La comida como reflejo de nuestros prejuicios
Nuestras preferencias culinarias no son tan neutrales como creemos. Un estudio llevado a cabo por investigadores de una institución académica española, con alcance internacional que incluyó participantes de España y Ecuador, pone al descubierto una realidad incómoda: asociamos los alimentos con características de género y edad de manera casi automática. La investigación, que contó con más de 330 participantes distribuidos entre ambos países, utilizó una metodología innovadora para acceder a estas percepciones inconscientes.
Los hallazgos son contundentes. Las ensaladas, frutas y postres dulces se vinculan predominantemente con lo femenino, mientras que los platos basados en proteínas cárnicas se perciben como inherentemente masculinos. Este patrón no es exclusivo de una región, sino que aparece en ambas naciones analizadas, aunque con matices culturales relevantes.

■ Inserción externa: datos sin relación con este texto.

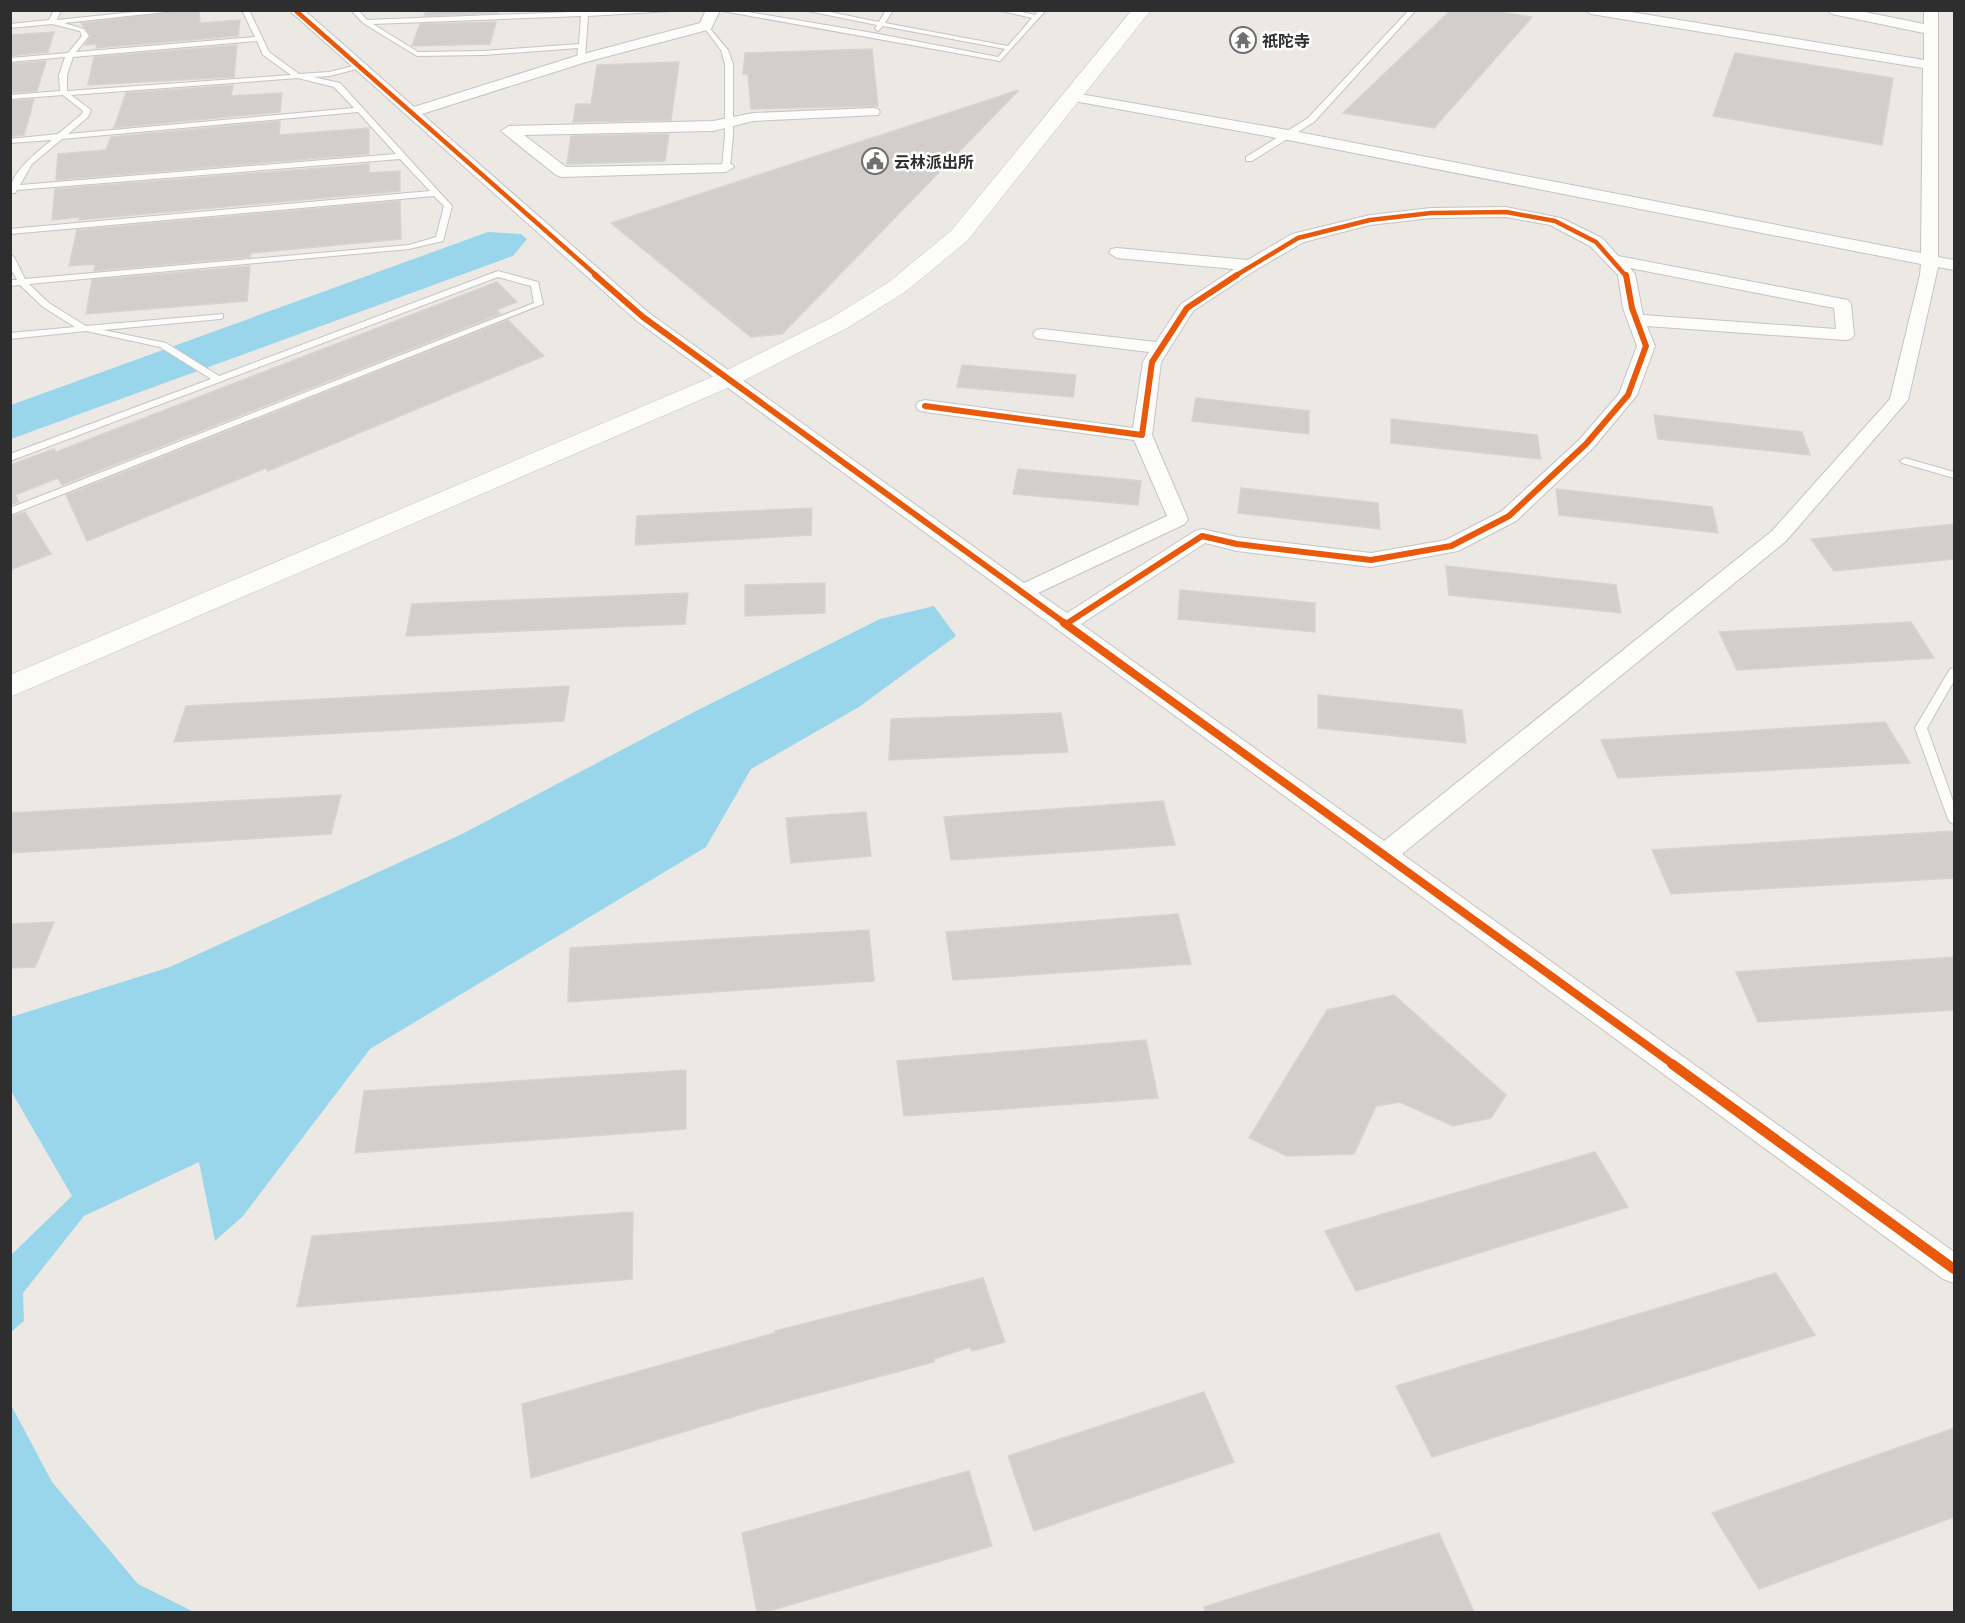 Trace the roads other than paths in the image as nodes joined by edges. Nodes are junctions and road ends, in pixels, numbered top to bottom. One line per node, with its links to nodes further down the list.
1 (58, 10): 21 (lane)
2 (180, 10): 21 (lane)
3 (245, 10): 27 (lane)
4 (295, 10): 33 (street)
5 (354, 10): 22 (lane)
6 (685, 10): 18 (lane)
7 (713, 10): 25 (street)
8 (720, 10): 26 (lane)
9 (806, 10): 23 (lane)
10 (890, 10): 23 (lane)
11 (1000, 10): 19 (lane)
12 (1043, 10): 19 (lane)
13 (1142, 10): 37 (street)
14 (1413, 10): 42 (lane)
15 (1591, 10): 32 (street)
16 (1832, 10): 20 (street)
17 (516, 14): 18 (lane); 22 (lane)
18 (585, 14): 29 (lane)
19 (1037, 17): 28 (lane)
20 (1931, 20): 32 (street)
21 (52, 22): 24 (lane); 30 (lane)
22 (365, 22): 29 (lane)
23 (881, 24): 26 (lane); 28 (lane)
24 (10, 26)
25 (706, 26): 29 (street); 41 (lane)
26 (873, 35): 28 (lane)
27 (259, 39): 30 (lane); 34 (lane)
28 (1010, 48)
29 (582, 52): 40 (street)
30 (70, 55): 31 (lane); 35 (lane)
31 (10, 60)
32 (1931, 65): 54 (street)
33 (358, 66): 34 (lane); 40 (street)
34 (297, 76): 35 (lane); 38 (lane)
35 (64, 93): 36 (lane); 43 (lane)
36 (10, 97)
37 (1074, 97): 42 (street); 66 (street)
38 (360, 110): 43 (lane); 45 (lane)
39 (873, 112): 41 (street)
40 (411, 113): 66 (street)
41 (729, 122): 47 (lane); 47 (street)
42 (1288, 135): 46 (lane); 54 (street)
43 (60, 137): 44 (lane); 48 (lane)
44 (10, 141)
45 (402, 156): 48 (lane); 49 (lane)
46 (1250, 159)
47 (726, 167)
48 (11, 191)
49 (437, 193): 50 (lane); 57 (lane)
50 (10, 232)
51 (1117, 253): 55 (street)
52 (10, 258): 57 (lane)
53 (1614, 260): 55 (street); 60 (street); 60 (street)
54 (1929, 260): 56 (street); 78 (street)
55 (1251, 265): 64 (street)
56 (1954, 265)
57 (21, 282): 58 (lane); 61 (lane)
58 (10, 283)
59 (220, 316): 61 (lane)
60 (1637, 320): 74 (street)
61 (82, 328): 63 (lane); 65 (lane)
62 (1042, 334): 64 (street)
63 (10, 336)
64 (1161, 348): 68 (street)
65 (215, 378): 69 (lane); 72 (lane)
66 (728, 379): 73 (street); 76 (street)
67 (925, 406): 68 (street)
68 (1142, 435): 73 (street)
69 (10, 458)
70 (1905, 461): 71 (lane)
71 (1954, 475)
72 (10, 512)
73 (1022, 592): 74 (street)
74 (1066, 624): 78 (street)
75 (1954, 672): 77 (lane)
76 (10, 687)
77 (1954, 819)
78 (1384, 855): 79 (street)
79 (1954, 1269)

Diferencias culturales en la percepción de alimentos
Aunque el patrón general se mantiene, las variaciones entre contextos son significativas. En el caso español, la asociación de género existe pero es más moderada. Sin embargo, en Ecuador, la conexión entre productos cárnicos y masculinidad es mucho más intensa, reflejando una cultura donde la carne se considera un símbolo de fuerza y virilidad.
Respecto a la edad, la investigación detectó que ciertos alimentos se relacionan más con personas mayores —como embutidos o carnes acompañadas de verduras— mientras que frutas y ensaladas se vinculan con poblaciones más jóvenes, especialmente en el contexto español.
La metodología detrás del descubrimiento
Para desentrañar estas percepciones ocultas, el equipo empleó una técnica proyectiva denominada Product Personality Profile. Se pidió a los participantes que imaginaran los alimentos como personas y les asignaran características de género, edad, personalidad y estilo de vida. Este enfoque permitió acceder a asociaciones que normalmente permanecen en el nivel inconsciente.
¿Por qué importa esto más allá de la curiosidad?
Los investigadores subrayan que estos hallazgos tienen implicaciones prácticas significativas. Aunque las personas no eligen sus alimentos únicamente basándose en estos estereotipos, sí los asocian de forma inconsciente a roles de género y categorías etarias. Esta realidad tiene consecuencias en varios ámbitos:
- Marketing y desarrollo de productos: Las empresas pueden diseñar campañas más inclusivas y efectivas si comprenden estas asociaciones implícitas.
- Promoción de hábitos saludables: Conocer estos sesgos ayuda a derribar barreras culturales que impiden la adopción de dietas equilibradas, especialmente entre jóvenes.
- Equidad alimentaria: Romper la vinculación entre ciertos alimentos y géneros podría contribuir a una relación más libre y consciente con la comida.
El contraste entre el discurso y la práctica
Uno de los aspectos más reveladores del estudio es la brecha entre lo que decimos valorar y lo que realmente hacemos. Aunque en la sociedad contemporánea se habla constantemente de diversidad e igualdad, en la práctica seguimos reproduciendo estereotipos muy arraigados cuando pensamos en la alimentación. Esta desconexión sugiere que estos prejuicios están tan profundamente internalizados que operan a nivel inconsciente.
Los resultados invitan a una reflexión más amplia: si los estereotipos de género permean algo tan cotidiano y aparentemente trivial como nuestras elecciones alimentarias, ¿en cuántas otras áreas de nuestras vidas están operando sin que nos demos cuenta? La respuesta probablemente sea más inquietante de lo que nos gustaría admitir.